Score each criterion on a 1–5 scale, apply weights, and calculate composite scores. Document the scoring rationale for each supplier. This record supports both internal alignment and any future audit or legal inquiry about supplier selection.
Red Flags to Screen For
During RFP evaluation, these responses should trigger deeper scrutiny or disqualification:
Vague laboratory references. Suppliers who describe their testing laboratory as "a certified lab" without providing the DEA registration number and ISO 17025 accreditation details are either uninformed about their own supply chain or evasive. Both are concerning post-November 2026.
GC-only cannabinoid testing. Gas chromatography applies heat that converts THCA to delta-9 THC, making it impossible to report THCA and delta-9 THC as separate values. A supplier using GC for potency panels cannot produce the documentation required to calculate total THC correctly under the federal formula.
Inability to confirm hemp sourcing origin. If a supplier cannot trace biomass to USDA-licensed producers, you cannot confirm the ingredient meets the definition of legal hemp under federal law.
No quality agreement willingness. Established ingredient suppliers routinely execute supplier quality agreements with B2B customers. Resistance to an SQA is unusual and warrants follow-up.
Prices significantly below market. Pricing that is 30–50% below comparable suppliers often reflects corners cut on testing, sourcing documentation, or quality systems.
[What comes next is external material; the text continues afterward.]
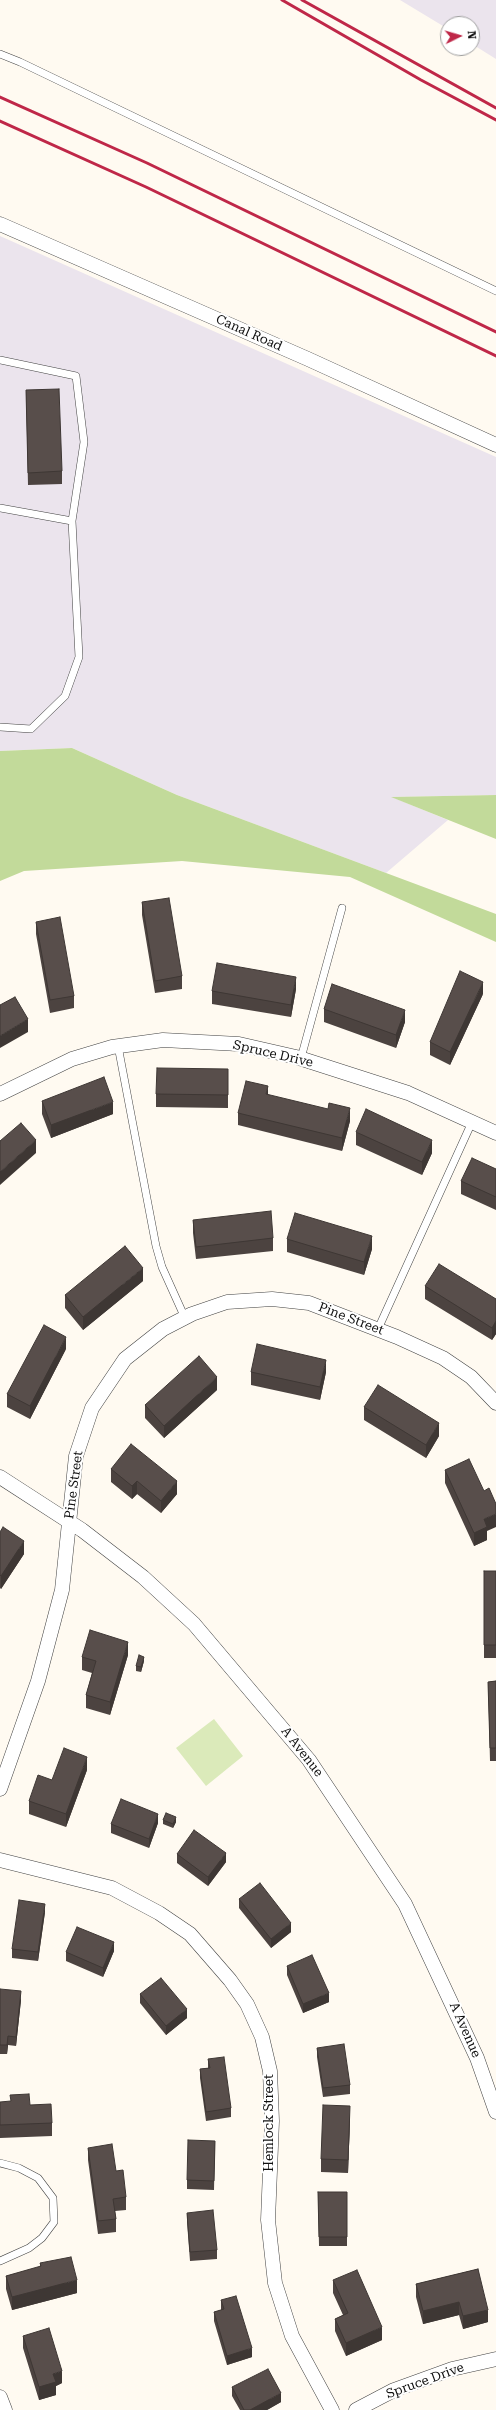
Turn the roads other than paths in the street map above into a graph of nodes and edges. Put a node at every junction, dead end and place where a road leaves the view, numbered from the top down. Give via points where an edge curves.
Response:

In the current regulatory environment, low-cost compliance shortcuts become your liability when the ingredient is in your finished product.
Timeline and Process Recommendations
A well-run hemp ingredient RFP typically requires six to eight weeks from kickoff to supplier selection:
- Week 1–2: Internal alignment on specifications, compliance requirements, and evaluation criteria
- Week 3: RFP distributed to candidate suppliers (identify 4–6 candidates to ensure competitive comparison)
- Week 4–5: Supplier response period
- Week 6: Scoring, clarifying questions, and reference checks
- Week 7: Finalist presentations or site visits, if warranted
- Week 8: Supplier selection, SQA negotiation, and onboarding initiation
For brands that need to have compliant supply in place before November 12, starting this process no later than Q3 2026 is advisable.
What a Strong Response Looks Like
The suppliers worth doing business with post-November 2026 will respond to a compliance-heavy RFP with confidence. They'll provide DEA registration numbers proactively, offer to send sample COAs before you ask, and welcome the opportunity to discuss their quality systems in detail. They understand that sophisticated B2B buyers are now evaluating compliance infrastructure as a primary criterion — not an afterthought.
A supplier who pushes back on documentation requests or treats compliance questions as unusual is telling you something important about how they'll operate when you have an issue.
Conclusion
The hemp ingredient RFP process is a reflection of how seriously your brand takes compliance in a federally regulated environment. A structured, documented supplier selection process protects your supply chain, supports your quality team, and gives your legal and compliance stakeholders the evidence they need that due diligence was done.
With November 12, 2026 as the operative compliance horizon, the time to formalize your sourcing process is now — before the deadline pressure turns a thoughtful selection into a rushed one.